> [Exercise details]:
Pull every "Avenue" line out of the data below.

> [Data]:
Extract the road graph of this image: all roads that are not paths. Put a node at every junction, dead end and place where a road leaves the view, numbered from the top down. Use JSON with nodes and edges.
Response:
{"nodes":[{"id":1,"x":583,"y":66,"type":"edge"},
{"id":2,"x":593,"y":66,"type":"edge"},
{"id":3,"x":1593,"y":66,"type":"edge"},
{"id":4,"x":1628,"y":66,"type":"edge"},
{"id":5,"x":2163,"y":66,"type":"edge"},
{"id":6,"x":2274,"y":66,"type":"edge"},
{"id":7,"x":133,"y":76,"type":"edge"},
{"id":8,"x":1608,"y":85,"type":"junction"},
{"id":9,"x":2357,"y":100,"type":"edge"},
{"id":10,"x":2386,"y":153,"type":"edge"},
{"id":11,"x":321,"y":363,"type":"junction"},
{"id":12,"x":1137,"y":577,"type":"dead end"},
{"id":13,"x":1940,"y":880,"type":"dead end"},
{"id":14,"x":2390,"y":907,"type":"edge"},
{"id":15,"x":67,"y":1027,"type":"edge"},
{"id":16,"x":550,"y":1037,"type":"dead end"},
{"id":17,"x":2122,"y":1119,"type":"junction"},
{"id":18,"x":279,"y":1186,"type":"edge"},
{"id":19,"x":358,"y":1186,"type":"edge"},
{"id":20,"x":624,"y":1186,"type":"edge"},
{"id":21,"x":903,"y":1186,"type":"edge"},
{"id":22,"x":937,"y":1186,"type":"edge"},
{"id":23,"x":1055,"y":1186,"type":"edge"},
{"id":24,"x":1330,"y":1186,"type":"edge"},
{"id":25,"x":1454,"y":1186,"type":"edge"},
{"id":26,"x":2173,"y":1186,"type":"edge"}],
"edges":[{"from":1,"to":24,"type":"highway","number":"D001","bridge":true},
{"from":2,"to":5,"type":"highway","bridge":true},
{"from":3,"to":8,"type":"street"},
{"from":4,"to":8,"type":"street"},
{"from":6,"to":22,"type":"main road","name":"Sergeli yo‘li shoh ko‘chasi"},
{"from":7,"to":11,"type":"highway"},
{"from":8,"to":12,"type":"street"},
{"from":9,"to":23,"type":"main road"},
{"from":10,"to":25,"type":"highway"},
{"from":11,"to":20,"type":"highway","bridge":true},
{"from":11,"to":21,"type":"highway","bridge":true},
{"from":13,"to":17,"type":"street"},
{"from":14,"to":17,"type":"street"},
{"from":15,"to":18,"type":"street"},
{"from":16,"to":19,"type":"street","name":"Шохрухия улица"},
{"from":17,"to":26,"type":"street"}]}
--
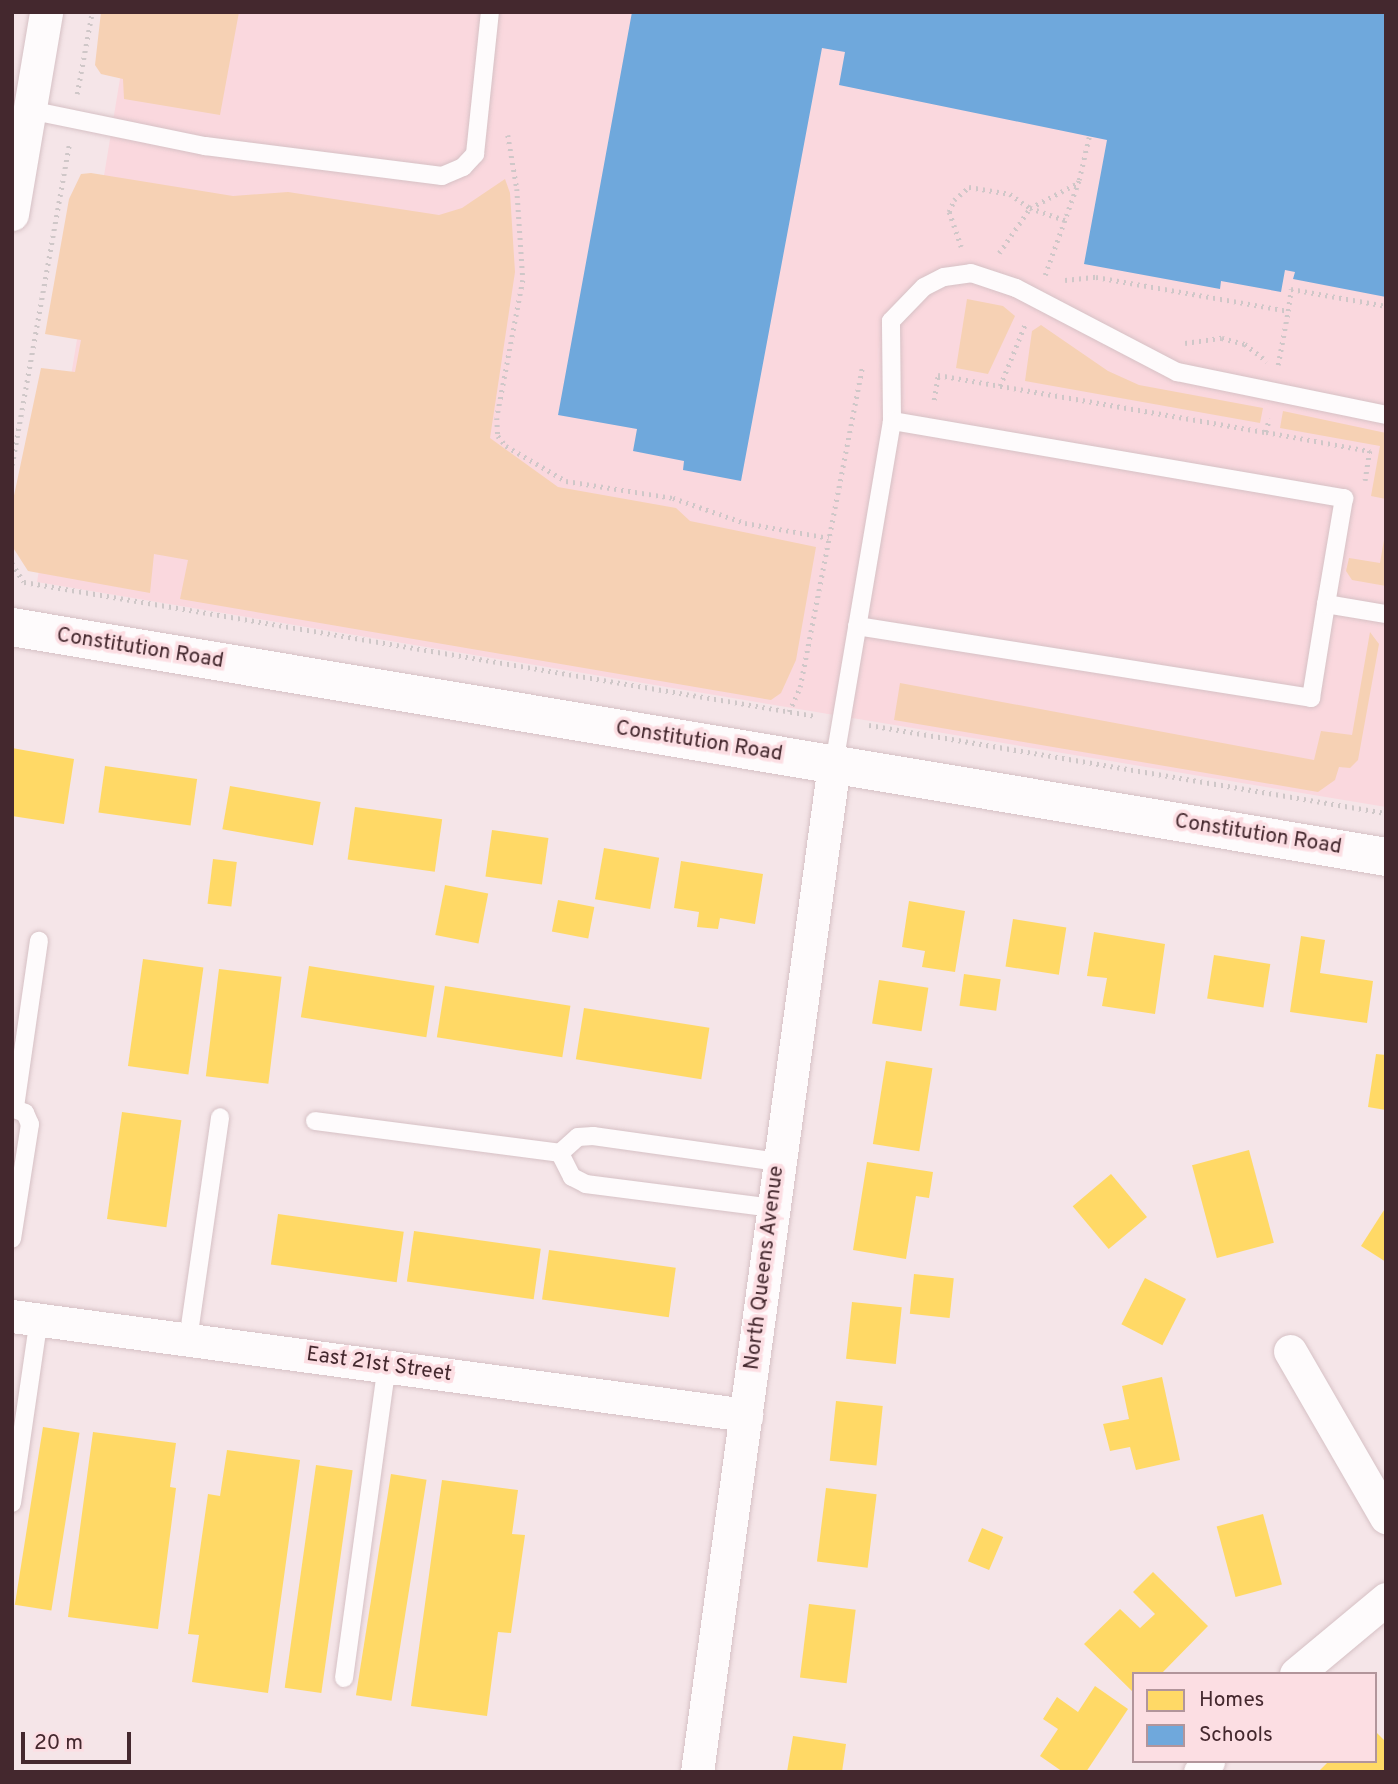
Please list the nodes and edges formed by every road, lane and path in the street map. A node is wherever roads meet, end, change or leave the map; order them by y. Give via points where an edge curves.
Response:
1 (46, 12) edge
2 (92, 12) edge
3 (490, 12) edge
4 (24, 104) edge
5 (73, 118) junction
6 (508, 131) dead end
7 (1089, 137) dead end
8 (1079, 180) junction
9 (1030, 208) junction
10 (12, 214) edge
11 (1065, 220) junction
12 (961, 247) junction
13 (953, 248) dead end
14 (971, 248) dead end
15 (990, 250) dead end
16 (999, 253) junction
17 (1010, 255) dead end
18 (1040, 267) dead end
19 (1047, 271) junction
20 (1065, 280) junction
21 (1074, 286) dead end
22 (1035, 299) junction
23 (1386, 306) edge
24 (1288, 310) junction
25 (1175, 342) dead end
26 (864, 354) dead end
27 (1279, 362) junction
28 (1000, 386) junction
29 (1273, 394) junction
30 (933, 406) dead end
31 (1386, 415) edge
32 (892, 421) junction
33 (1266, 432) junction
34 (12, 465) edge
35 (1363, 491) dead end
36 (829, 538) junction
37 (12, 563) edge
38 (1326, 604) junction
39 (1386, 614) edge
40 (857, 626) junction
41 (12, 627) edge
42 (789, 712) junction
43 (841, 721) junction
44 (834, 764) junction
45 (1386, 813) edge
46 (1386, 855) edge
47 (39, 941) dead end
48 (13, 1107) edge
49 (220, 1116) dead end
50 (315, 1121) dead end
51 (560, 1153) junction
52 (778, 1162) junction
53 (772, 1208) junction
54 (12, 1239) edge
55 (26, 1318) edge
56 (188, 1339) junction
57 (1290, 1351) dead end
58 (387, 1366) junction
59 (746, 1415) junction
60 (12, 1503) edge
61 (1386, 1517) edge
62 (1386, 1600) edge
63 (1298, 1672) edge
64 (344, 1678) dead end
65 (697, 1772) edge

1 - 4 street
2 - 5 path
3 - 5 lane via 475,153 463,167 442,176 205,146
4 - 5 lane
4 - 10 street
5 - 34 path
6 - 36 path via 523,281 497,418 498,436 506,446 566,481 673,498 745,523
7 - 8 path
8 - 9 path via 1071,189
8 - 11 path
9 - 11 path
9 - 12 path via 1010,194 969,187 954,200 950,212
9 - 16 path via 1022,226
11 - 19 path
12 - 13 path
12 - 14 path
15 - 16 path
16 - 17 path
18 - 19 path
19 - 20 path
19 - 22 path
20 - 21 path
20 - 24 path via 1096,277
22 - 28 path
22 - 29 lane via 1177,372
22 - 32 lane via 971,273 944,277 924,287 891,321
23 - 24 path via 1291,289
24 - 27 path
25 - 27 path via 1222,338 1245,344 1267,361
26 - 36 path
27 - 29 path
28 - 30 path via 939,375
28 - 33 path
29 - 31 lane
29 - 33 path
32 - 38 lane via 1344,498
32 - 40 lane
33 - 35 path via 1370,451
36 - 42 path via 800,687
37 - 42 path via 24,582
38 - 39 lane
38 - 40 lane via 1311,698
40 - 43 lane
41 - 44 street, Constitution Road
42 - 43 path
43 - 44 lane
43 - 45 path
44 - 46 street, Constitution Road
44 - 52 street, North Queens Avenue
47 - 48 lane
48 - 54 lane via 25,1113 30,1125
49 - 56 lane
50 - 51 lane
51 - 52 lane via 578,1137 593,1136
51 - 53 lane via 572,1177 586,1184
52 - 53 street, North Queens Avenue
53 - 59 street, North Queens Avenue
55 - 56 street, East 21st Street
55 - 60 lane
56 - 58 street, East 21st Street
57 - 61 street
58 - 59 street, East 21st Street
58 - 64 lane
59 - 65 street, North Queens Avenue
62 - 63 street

> [Written reply]:
44 - 52 street, North Queens Avenue
52 - 53 street, North Queens Avenue
53 - 59 street, North Queens Avenue
59 - 65 street, North Queens Avenue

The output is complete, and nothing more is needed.